**Exercise directions**
In how many lines of the records below does the word "Cileungsi" appear? Reply with the number only.

[Saved data entries]
---

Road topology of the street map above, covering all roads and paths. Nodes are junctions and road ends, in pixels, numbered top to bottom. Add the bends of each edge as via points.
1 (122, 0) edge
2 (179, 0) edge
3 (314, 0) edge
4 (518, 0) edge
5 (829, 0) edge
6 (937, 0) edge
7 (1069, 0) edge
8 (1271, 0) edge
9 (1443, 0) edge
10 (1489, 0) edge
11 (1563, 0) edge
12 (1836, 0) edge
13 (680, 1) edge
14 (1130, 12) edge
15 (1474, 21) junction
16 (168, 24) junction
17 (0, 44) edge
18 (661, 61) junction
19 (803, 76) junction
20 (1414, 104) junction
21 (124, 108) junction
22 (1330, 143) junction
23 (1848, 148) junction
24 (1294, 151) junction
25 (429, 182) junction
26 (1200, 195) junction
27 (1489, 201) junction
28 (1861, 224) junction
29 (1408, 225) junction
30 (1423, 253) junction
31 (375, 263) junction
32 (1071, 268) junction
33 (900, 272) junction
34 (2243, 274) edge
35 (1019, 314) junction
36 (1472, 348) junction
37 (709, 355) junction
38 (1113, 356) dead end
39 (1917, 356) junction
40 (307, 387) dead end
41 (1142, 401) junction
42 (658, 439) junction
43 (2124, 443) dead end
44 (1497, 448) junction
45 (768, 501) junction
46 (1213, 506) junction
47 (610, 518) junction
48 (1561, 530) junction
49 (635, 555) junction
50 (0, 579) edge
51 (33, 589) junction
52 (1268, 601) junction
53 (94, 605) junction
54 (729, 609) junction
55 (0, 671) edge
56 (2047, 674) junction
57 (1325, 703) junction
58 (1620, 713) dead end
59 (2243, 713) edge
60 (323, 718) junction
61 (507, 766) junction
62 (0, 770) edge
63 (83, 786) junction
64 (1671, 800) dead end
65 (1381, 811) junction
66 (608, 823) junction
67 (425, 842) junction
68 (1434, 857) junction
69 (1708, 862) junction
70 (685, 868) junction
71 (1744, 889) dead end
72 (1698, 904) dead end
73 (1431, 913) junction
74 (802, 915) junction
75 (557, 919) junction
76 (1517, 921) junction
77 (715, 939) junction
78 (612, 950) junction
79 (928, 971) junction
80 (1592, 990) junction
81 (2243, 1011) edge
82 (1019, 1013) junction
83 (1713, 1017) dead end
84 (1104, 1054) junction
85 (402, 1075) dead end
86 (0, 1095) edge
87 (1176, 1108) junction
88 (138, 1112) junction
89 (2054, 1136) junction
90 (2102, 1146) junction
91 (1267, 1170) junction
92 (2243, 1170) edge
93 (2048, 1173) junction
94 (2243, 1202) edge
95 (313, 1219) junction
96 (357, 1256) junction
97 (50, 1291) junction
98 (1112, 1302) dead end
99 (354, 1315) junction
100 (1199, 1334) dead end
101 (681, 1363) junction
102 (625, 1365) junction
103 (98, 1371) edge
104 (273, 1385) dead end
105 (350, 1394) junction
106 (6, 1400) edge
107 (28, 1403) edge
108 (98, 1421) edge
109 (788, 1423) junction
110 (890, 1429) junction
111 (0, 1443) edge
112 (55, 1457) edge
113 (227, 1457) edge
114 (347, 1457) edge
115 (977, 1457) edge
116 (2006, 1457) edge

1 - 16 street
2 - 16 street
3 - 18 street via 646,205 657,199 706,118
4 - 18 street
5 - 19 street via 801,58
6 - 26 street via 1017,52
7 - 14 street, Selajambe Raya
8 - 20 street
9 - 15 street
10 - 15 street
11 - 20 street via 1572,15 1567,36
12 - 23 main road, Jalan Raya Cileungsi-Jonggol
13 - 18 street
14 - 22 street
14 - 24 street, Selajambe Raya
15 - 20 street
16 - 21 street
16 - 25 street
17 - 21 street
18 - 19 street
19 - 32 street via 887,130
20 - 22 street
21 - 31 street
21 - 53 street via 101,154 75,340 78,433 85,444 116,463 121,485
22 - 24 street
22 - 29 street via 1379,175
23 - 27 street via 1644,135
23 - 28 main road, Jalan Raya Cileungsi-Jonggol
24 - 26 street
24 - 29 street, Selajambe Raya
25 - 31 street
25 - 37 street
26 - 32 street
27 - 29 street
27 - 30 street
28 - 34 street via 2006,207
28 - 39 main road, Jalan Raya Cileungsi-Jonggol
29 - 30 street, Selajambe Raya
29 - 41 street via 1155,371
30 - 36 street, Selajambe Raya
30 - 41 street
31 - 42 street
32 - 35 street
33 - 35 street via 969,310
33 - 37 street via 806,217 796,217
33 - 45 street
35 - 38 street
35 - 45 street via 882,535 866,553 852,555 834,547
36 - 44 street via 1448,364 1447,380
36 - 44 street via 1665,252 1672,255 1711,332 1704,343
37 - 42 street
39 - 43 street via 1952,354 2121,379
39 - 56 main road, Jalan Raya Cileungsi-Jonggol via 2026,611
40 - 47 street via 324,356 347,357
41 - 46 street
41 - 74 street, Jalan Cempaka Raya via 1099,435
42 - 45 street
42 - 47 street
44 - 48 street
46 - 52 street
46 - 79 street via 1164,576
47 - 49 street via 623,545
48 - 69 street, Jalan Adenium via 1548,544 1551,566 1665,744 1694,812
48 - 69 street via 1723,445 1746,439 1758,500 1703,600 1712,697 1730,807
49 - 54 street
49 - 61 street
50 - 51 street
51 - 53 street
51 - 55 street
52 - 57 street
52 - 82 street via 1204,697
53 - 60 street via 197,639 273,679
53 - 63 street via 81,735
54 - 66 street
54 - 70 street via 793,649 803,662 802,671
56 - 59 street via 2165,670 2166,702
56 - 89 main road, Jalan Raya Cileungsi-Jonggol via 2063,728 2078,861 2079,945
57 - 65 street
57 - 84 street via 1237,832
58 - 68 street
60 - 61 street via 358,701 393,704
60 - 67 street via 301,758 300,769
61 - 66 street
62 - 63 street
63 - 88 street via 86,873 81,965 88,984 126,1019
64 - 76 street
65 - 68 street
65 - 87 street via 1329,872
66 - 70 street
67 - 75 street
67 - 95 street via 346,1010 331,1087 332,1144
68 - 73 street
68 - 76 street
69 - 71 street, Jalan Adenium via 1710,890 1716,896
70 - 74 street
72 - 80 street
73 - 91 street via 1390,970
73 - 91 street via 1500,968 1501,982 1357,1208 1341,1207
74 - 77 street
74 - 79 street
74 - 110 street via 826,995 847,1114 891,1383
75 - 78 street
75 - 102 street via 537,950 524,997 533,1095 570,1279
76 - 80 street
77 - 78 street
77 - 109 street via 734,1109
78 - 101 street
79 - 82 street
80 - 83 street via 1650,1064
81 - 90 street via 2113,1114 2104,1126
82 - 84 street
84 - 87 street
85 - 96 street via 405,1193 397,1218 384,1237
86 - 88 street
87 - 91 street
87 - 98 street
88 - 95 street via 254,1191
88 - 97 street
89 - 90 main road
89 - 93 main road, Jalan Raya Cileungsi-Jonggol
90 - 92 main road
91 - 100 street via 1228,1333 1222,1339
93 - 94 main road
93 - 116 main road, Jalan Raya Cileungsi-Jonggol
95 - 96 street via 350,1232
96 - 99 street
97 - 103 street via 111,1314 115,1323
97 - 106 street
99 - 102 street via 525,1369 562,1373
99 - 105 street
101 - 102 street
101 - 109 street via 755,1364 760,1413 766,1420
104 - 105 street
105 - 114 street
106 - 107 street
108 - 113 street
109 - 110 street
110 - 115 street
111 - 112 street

---

**Task solution**
7